__WHAT TO WORK ON__
Each entry below is to be returned exactly, with any pictures left out.

__MATERIAL PROVIDED__

----------------------------------------

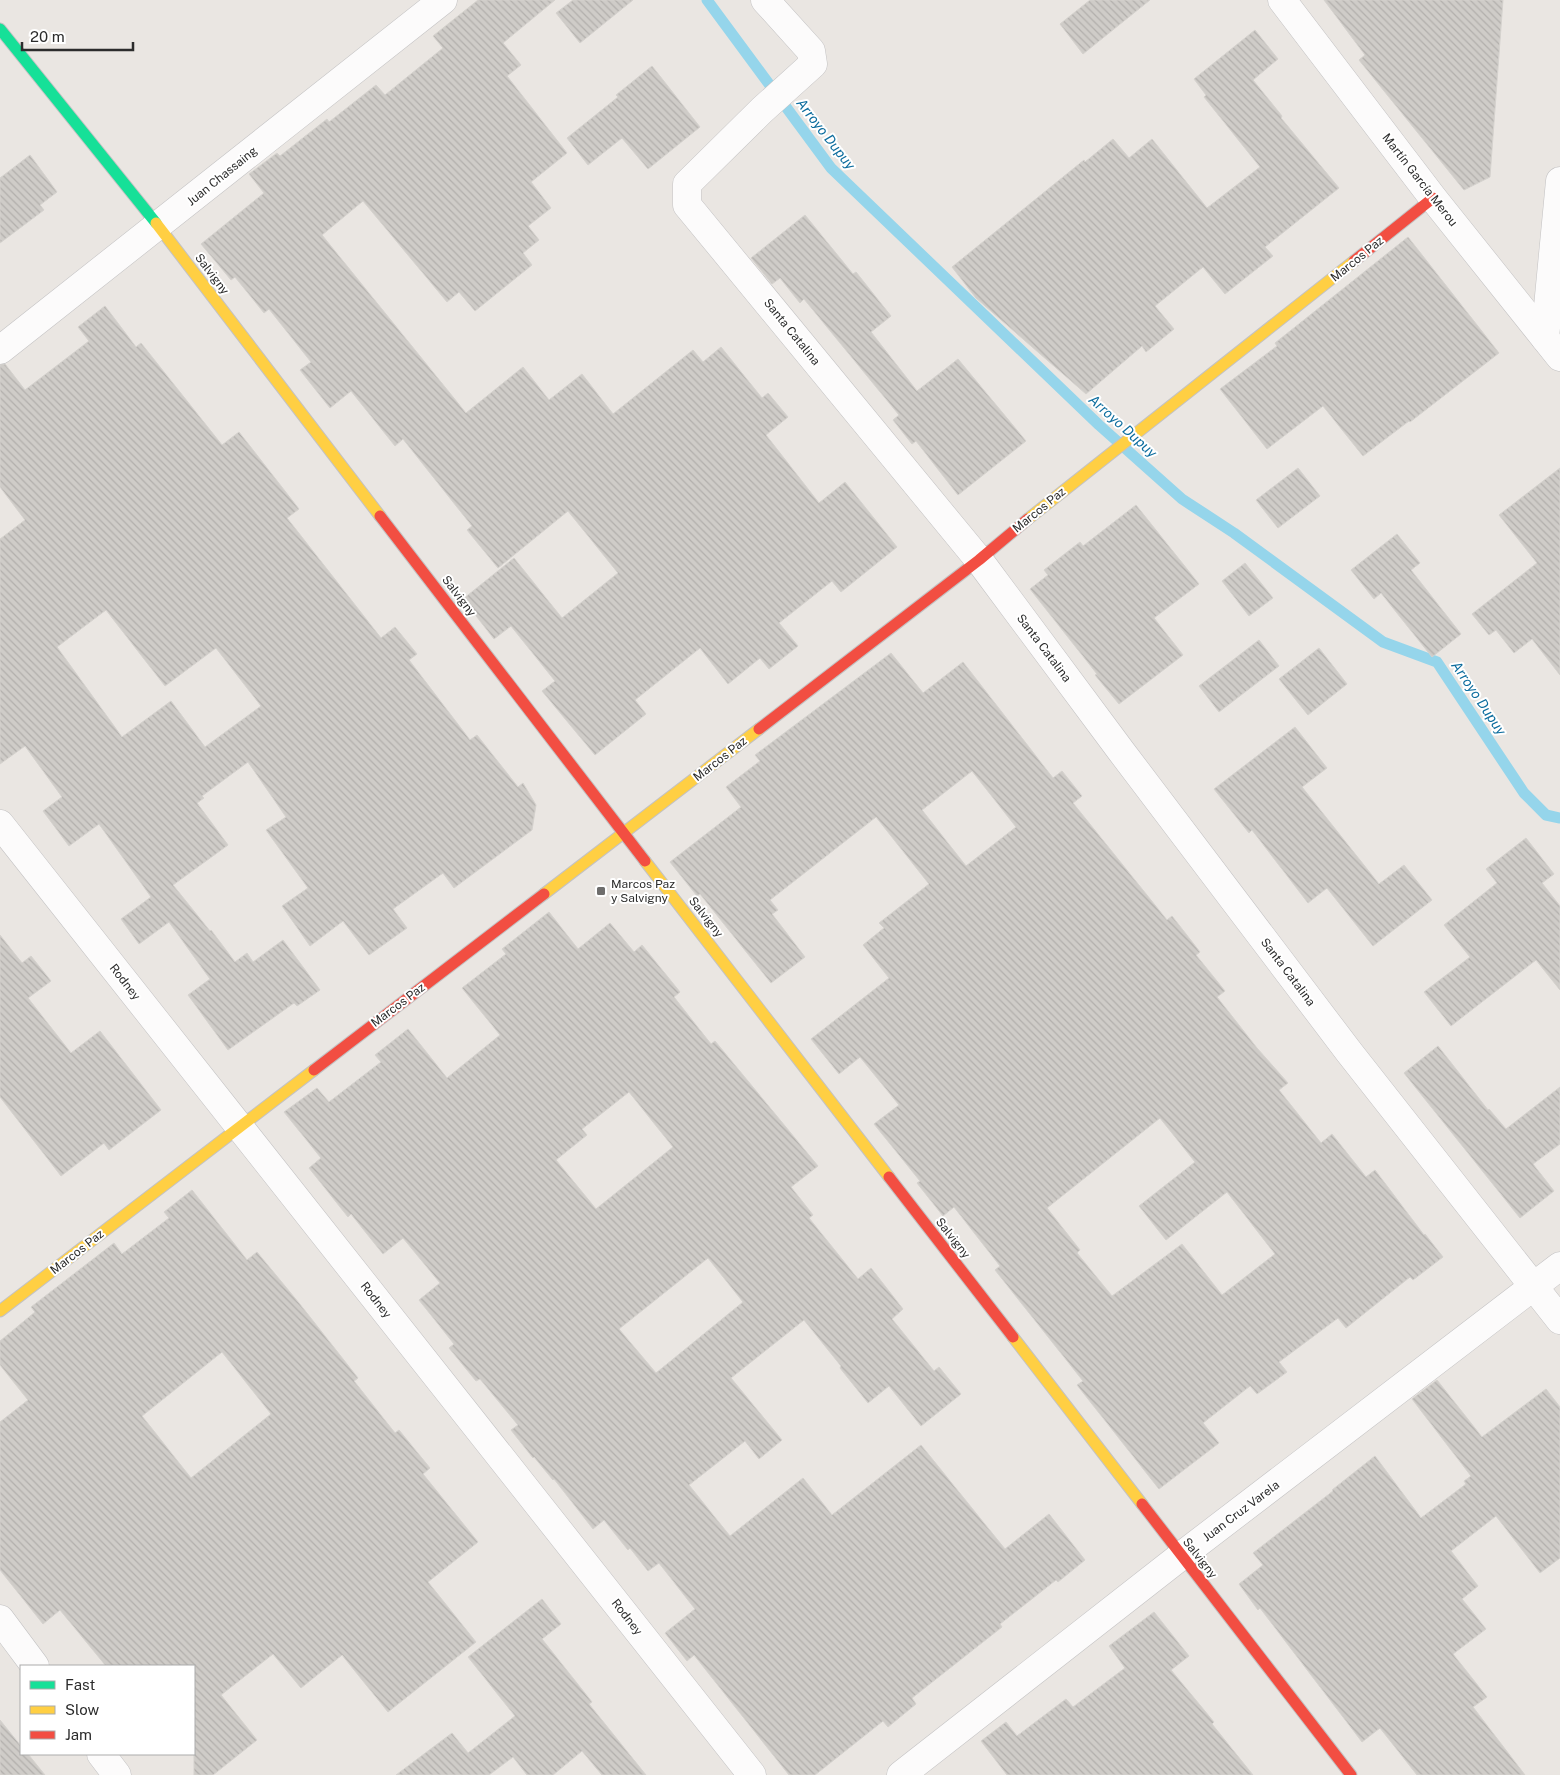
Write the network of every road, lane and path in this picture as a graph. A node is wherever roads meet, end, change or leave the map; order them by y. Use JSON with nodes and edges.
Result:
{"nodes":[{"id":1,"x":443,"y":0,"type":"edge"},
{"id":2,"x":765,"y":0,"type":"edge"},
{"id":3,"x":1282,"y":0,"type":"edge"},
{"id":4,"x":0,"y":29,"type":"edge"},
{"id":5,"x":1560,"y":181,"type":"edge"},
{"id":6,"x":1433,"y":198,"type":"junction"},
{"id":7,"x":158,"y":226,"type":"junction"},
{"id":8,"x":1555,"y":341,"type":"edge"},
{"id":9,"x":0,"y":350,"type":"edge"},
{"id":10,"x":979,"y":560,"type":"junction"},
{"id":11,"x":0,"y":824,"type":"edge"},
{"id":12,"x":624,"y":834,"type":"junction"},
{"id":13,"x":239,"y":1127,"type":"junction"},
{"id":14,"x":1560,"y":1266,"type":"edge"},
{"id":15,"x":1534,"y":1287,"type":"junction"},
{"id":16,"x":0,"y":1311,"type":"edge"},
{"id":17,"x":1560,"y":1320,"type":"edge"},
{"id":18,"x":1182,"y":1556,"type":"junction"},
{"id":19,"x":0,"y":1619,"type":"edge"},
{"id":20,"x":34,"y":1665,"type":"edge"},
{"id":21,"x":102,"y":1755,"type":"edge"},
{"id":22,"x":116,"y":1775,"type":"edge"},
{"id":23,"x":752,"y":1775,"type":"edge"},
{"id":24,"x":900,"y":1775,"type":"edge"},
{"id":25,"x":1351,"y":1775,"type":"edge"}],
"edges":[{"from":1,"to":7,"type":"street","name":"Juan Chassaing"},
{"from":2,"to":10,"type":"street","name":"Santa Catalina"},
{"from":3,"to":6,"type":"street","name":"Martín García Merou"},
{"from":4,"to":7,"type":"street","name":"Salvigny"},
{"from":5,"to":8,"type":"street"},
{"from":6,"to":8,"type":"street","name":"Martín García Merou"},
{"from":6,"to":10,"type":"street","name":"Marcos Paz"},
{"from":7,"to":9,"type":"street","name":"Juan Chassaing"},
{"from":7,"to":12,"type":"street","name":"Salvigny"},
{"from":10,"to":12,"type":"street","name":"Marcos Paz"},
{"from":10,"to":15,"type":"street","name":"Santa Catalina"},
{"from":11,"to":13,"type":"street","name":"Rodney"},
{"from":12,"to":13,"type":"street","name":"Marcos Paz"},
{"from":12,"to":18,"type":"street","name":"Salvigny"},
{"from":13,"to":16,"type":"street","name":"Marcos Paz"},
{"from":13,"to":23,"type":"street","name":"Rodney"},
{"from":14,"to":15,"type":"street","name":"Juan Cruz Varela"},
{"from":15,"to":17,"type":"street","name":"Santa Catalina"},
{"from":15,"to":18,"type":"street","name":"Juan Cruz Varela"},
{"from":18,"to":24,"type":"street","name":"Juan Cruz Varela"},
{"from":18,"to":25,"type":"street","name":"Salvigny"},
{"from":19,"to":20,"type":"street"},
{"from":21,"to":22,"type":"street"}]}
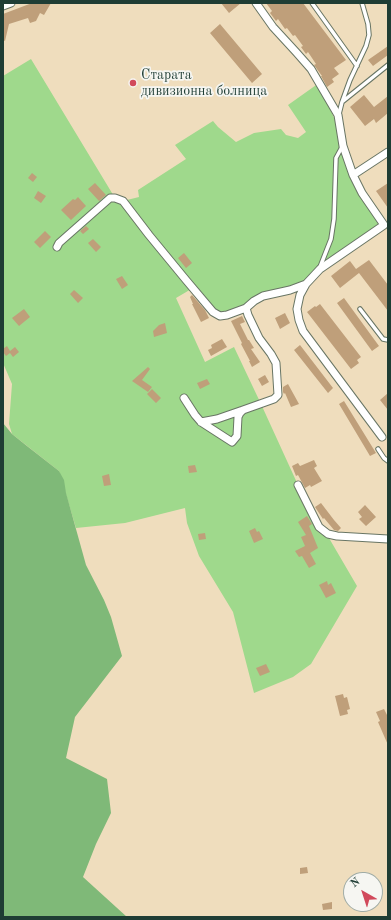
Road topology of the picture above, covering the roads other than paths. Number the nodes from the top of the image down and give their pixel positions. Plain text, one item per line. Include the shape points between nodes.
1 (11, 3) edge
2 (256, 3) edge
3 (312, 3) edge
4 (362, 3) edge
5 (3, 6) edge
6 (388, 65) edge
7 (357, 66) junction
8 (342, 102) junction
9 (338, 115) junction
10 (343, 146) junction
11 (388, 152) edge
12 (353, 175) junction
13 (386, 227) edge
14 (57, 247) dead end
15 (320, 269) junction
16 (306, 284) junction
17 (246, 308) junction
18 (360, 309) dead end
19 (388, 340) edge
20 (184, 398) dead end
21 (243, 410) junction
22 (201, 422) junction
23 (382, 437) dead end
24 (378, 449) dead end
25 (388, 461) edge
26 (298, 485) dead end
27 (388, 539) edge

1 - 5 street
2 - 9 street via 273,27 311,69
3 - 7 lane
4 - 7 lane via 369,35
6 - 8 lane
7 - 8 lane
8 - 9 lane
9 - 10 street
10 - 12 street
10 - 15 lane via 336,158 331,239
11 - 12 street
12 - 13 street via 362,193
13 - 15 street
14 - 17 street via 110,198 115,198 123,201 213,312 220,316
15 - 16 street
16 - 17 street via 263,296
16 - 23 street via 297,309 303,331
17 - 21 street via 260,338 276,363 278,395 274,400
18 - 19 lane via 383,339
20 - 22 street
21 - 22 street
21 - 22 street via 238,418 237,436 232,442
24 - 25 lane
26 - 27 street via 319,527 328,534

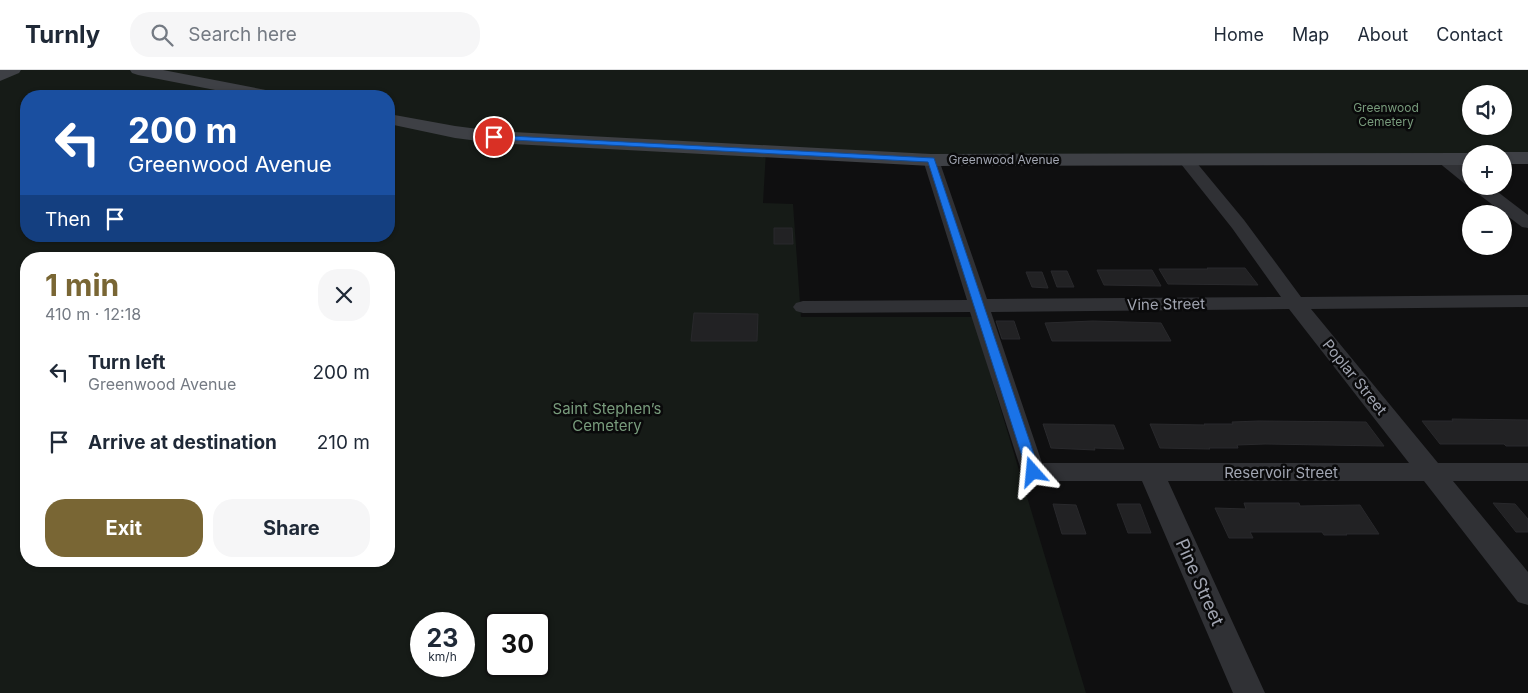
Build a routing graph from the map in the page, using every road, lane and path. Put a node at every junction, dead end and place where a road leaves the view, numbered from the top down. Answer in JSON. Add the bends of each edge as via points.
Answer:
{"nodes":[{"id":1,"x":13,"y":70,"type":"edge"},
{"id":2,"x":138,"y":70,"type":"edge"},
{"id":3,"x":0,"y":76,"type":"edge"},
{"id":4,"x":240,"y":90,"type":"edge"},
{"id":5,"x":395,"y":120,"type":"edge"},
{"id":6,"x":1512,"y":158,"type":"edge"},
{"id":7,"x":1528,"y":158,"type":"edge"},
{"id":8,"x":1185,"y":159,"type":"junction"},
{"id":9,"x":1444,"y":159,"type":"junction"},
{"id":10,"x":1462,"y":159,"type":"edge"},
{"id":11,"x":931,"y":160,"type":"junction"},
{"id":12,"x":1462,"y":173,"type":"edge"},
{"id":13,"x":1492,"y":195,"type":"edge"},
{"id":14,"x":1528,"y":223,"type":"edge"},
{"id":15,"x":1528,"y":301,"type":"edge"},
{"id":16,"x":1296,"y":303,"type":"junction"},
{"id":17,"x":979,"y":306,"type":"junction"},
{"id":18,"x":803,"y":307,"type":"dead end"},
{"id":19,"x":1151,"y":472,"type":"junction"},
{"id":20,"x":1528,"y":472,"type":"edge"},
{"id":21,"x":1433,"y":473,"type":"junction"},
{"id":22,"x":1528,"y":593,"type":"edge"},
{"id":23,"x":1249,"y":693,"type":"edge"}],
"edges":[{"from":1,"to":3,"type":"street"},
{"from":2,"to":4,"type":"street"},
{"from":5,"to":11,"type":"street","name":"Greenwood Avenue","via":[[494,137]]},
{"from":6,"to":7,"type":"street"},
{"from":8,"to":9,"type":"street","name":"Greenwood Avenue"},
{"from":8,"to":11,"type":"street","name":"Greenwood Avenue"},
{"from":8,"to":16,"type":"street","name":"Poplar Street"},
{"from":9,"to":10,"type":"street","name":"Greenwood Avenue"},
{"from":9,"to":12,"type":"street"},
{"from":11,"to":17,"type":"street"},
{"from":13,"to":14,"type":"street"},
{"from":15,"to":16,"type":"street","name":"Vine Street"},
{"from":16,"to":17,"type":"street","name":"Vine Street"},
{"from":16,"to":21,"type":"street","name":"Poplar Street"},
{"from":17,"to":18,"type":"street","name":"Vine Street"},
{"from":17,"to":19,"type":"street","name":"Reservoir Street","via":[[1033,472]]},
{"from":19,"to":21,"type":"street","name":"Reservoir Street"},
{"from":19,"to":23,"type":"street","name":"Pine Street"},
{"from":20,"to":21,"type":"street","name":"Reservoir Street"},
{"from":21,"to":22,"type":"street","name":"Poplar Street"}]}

----------------------------------------

__RESPONSE__
Write the network of every road, lane and path in this picture as a graph. A node is wherever roads meet, end, change or leave the map; order them by y. Use JSON with nodes and edges.
Result:
{"nodes":[{"id":1,"x":443,"y":0,"type":"edge"},
{"id":2,"x":765,"y":0,"type":"edge"},
{"id":3,"x":1282,"y":0,"type":"edge"},
{"id":4,"x":0,"y":29,"type":"edge"},
{"id":5,"x":1560,"y":181,"type":"edge"},
{"id":6,"x":1433,"y":198,"type":"junction"},
{"id":7,"x":158,"y":226,"type":"junction"},
{"id":8,"x":1555,"y":341,"type":"edge"},
{"id":9,"x":0,"y":350,"type":"edge"},
{"id":10,"x":979,"y":560,"type":"junction"},
{"id":11,"x":0,"y":824,"type":"edge"},
{"id":12,"x":624,"y":834,"type":"junction"},
{"id":13,"x":239,"y":1127,"type":"junction"},
{"id":14,"x":1560,"y":1266,"type":"edge"},
{"id":15,"x":1534,"y":1287,"type":"junction"},
{"id":16,"x":0,"y":1311,"type":"edge"},
{"id":17,"x":1560,"y":1320,"type":"edge"},
{"id":18,"x":1182,"y":1556,"type":"junction"},
{"id":19,"x":0,"y":1619,"type":"edge"},
{"id":20,"x":34,"y":1665,"type":"edge"},
{"id":21,"x":102,"y":1755,"type":"edge"},
{"id":22,"x":116,"y":1775,"type":"edge"},
{"id":23,"x":752,"y":1775,"type":"edge"},
{"id":24,"x":900,"y":1775,"type":"edge"},
{"id":25,"x":1351,"y":1775,"type":"edge"}],
"edges":[{"from":1,"to":7,"type":"street","name":"Juan Chassaing"},
{"from":2,"to":10,"type":"street","name":"Santa Catalina"},
{"from":3,"to":6,"type":"street","name":"Martín García Merou"},
{"from":4,"to":7,"type":"street","name":"Salvigny"},
{"from":5,"to":8,"type":"street"},
{"from":6,"to":8,"type":"street","name":"Martín García Merou"},
{"from":6,"to":10,"type":"street","name":"Marcos Paz"},
{"from":7,"to":9,"type":"street","name":"Juan Chassaing"},
{"from":7,"to":12,"type":"street","name":"Salvigny"},
{"from":10,"to":12,"type":"street","name":"Marcos Paz"},
{"from":10,"to":15,"type":"street","name":"Santa Catalina"},
{"from":11,"to":13,"type":"street","name":"Rodney"},
{"from":12,"to":13,"type":"street","name":"Marcos Paz"},
{"from":12,"to":18,"type":"street","name":"Salvigny"},
{"from":13,"to":16,"type":"street","name":"Marcos Paz"},
{"from":13,"to":23,"type":"street","name":"Rodney"},
{"from":14,"to":15,"type":"street","name":"Juan Cruz Varela"},
{"from":15,"to":17,"type":"street","name":"Santa Catalina"},
{"from":15,"to":18,"type":"street","name":"Juan Cruz Varela"},
{"from":18,"to":24,"type":"street","name":"Juan Cruz Varela"},
{"from":18,"to":25,"type":"street","name":"Salvigny"},
{"from":19,"to":20,"type":"street"},
{"from":21,"to":22,"type":"street"}]}
Road topology of the picture above, covering the roads other than paths. Number the nodes from the top of the image down and give their pixel positions. Plain text, one item per line. Include the shape points between nodes.
1 (11, 3) edge
2 (256, 3) edge
3 (312, 3) edge
4 (362, 3) edge
5 (3, 6) edge
6 (388, 65) edge
7 (357, 66) junction
8 (342, 102) junction
9 (338, 115) junction
10 (343, 146) junction
11 (388, 152) edge
12 (353, 175) junction
13 (386, 227) edge
14 (57, 247) dead end
15 (320, 269) junction
16 (306, 284) junction
17 (246, 308) junction
18 (360, 309) dead end
19 (388, 340) edge
20 (184, 398) dead end
21 (243, 410) junction
22 (201, 422) junction
23 (382, 437) dead end
24 (378, 449) dead end
25 (388, 461) edge
26 (298, 485) dead end
27 (388, 539) edge

1 - 5 street
2 - 9 street via 273,27 311,69
3 - 7 lane
4 - 7 lane via 369,35
6 - 8 lane
7 - 8 lane
8 - 9 lane
9 - 10 street
10 - 12 street
10 - 15 lane via 336,158 331,239
11 - 12 street
12 - 13 street via 362,193
13 - 15 street
14 - 17 street via 110,198 115,198 123,201 213,312 220,316
15 - 16 street
16 - 17 street via 263,296
16 - 23 street via 297,309 303,331
17 - 21 street via 260,338 276,363 278,395 274,400
18 - 19 lane via 383,339
20 - 22 street
21 - 22 street
21 - 22 street via 238,418 237,436 232,442
24 - 25 lane
26 - 27 street via 319,527 328,534

Build a routing graph from the map in the page, using every road, lane and path. Put a node at every junction, dead end and place where a road leaves the view, numbered from the top down. Answer in JSON. Add the bends of each edge as via points.
Answer:
{"nodes":[{"id":1,"x":13,"y":70,"type":"edge"},
{"id":2,"x":138,"y":70,"type":"edge"},
{"id":3,"x":0,"y":76,"type":"edge"},
{"id":4,"x":240,"y":90,"type":"edge"},
{"id":5,"x":395,"y":120,"type":"edge"},
{"id":6,"x":1512,"y":158,"type":"edge"},
{"id":7,"x":1528,"y":158,"type":"edge"},
{"id":8,"x":1185,"y":159,"type":"junction"},
{"id":9,"x":1444,"y":159,"type":"junction"},
{"id":10,"x":1462,"y":159,"type":"edge"},
{"id":11,"x":931,"y":160,"type":"junction"},
{"id":12,"x":1462,"y":173,"type":"edge"},
{"id":13,"x":1492,"y":195,"type":"edge"},
{"id":14,"x":1528,"y":223,"type":"edge"},
{"id":15,"x":1528,"y":301,"type":"edge"},
{"id":16,"x":1296,"y":303,"type":"junction"},
{"id":17,"x":979,"y":306,"type":"junction"},
{"id":18,"x":803,"y":307,"type":"dead end"},
{"id":19,"x":1151,"y":472,"type":"junction"},
{"id":20,"x":1528,"y":472,"type":"edge"},
{"id":21,"x":1433,"y":473,"type":"junction"},
{"id":22,"x":1528,"y":593,"type":"edge"},
{"id":23,"x":1249,"y":693,"type":"edge"}],
"edges":[{"from":1,"to":3,"type":"street"},
{"from":2,"to":4,"type":"street"},
{"from":5,"to":11,"type":"street","name":"Greenwood Avenue","via":[[494,137]]},
{"from":6,"to":7,"type":"street"},
{"from":8,"to":9,"type":"street","name":"Greenwood Avenue"},
{"from":8,"to":11,"type":"street","name":"Greenwood Avenue"},
{"from":8,"to":16,"type":"street","name":"Poplar Street"},
{"from":9,"to":10,"type":"street","name":"Greenwood Avenue"},
{"from":9,"to":12,"type":"street"},
{"from":11,"to":17,"type":"street"},
{"from":13,"to":14,"type":"street"},
{"from":15,"to":16,"type":"street","name":"Vine Street"},
{"from":16,"to":17,"type":"street","name":"Vine Street"},
{"from":16,"to":21,"type":"street","name":"Poplar Street"},
{"from":17,"to":18,"type":"street","name":"Vine Street"},
{"from":17,"to":19,"type":"street","name":"Reservoir Street","via":[[1033,472]]},
{"from":19,"to":21,"type":"street","name":"Reservoir Street"},
{"from":19,"to":23,"type":"street","name":"Pine Street"},
{"from":20,"to":21,"type":"street","name":"Reservoir Street"},
{"from":21,"to":22,"type":"street","name":"Poplar Street"}]}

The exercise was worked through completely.